• **The task**
With nothing added or dropped, output every record below exactly.

• **Data excerpts**

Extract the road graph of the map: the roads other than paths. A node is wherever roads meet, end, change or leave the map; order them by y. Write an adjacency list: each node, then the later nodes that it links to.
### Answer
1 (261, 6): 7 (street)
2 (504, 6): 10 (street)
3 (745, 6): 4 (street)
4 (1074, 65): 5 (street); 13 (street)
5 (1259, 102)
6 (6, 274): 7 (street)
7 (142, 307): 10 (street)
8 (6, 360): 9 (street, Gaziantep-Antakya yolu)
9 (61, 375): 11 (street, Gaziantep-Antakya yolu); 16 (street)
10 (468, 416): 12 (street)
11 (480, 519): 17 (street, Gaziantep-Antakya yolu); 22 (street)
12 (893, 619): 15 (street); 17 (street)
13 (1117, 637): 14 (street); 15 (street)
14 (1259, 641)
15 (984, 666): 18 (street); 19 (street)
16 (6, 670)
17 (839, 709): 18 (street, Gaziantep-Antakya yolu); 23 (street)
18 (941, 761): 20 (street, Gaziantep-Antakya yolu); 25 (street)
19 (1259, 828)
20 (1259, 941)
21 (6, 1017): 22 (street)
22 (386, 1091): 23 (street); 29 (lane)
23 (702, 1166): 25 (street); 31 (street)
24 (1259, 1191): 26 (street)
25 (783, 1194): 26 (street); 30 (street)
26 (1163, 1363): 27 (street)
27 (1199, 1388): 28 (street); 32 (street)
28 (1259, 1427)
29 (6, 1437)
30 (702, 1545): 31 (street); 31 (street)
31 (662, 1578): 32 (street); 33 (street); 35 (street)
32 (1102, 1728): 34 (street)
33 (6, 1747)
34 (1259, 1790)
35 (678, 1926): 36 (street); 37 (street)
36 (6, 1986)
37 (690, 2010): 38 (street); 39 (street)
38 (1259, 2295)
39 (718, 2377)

• **Task output**
Extract the road graph of the map: the roads other than paths. A node is wherever roads meet, end, change or leave the map; order them by y. Write an adjacency list: each node, then the later nodes that it links to.
### Answer
1 (261, 6): 7 (street)
2 (504, 6): 10 (street)
3 (745, 6): 4 (street)
4 (1074, 65): 5 (street); 13 (street)
5 (1259, 102)
6 (6, 274): 7 (street)
7 (142, 307): 10 (street)
8 (6, 360): 9 (street, Gaziantep-Antakya yolu)
9 (61, 375): 11 (street, Gaziantep-Antakya yolu); 16 (street)
10 (468, 416): 12 (street)
11 (480, 519): 17 (street, Gaziantep-Antakya yolu); 22 (street)
12 (893, 619): 15 (street); 17 (street)
13 (1117, 637): 14 (street); 15 (street)
14 (1259, 641)
15 (984, 666): 18 (street); 19 (street)
16 (6, 670)
17 (839, 709): 18 (street, Gaziantep-Antakya yolu); 23 (street)
18 (941, 761): 20 (street, Gaziantep-Antakya yolu); 25 (street)
19 (1259, 828)
20 (1259, 941)
21 (6, 1017): 22 (street)
22 (386, 1091): 23 (street); 29 (lane)
23 (702, 1166): 25 (street); 31 (street)
24 (1259, 1191): 26 (street)
25 (783, 1194): 26 (street); 30 (street)
26 (1163, 1363): 27 (street)
27 (1199, 1388): 28 (street); 32 (street)
28 (1259, 1427)
29 (6, 1437)
30 (702, 1545): 31 (street); 31 (street)
31 (662, 1578): 32 (street); 33 (street); 35 (street)
32 (1102, 1728): 34 (street)
33 (6, 1747)
34 (1259, 1790)
35 (678, 1926): 36 (street); 37 (street)
36 (6, 1986)
37 (690, 2010): 38 (street); 39 (street)
38 (1259, 2295)
39 (718, 2377)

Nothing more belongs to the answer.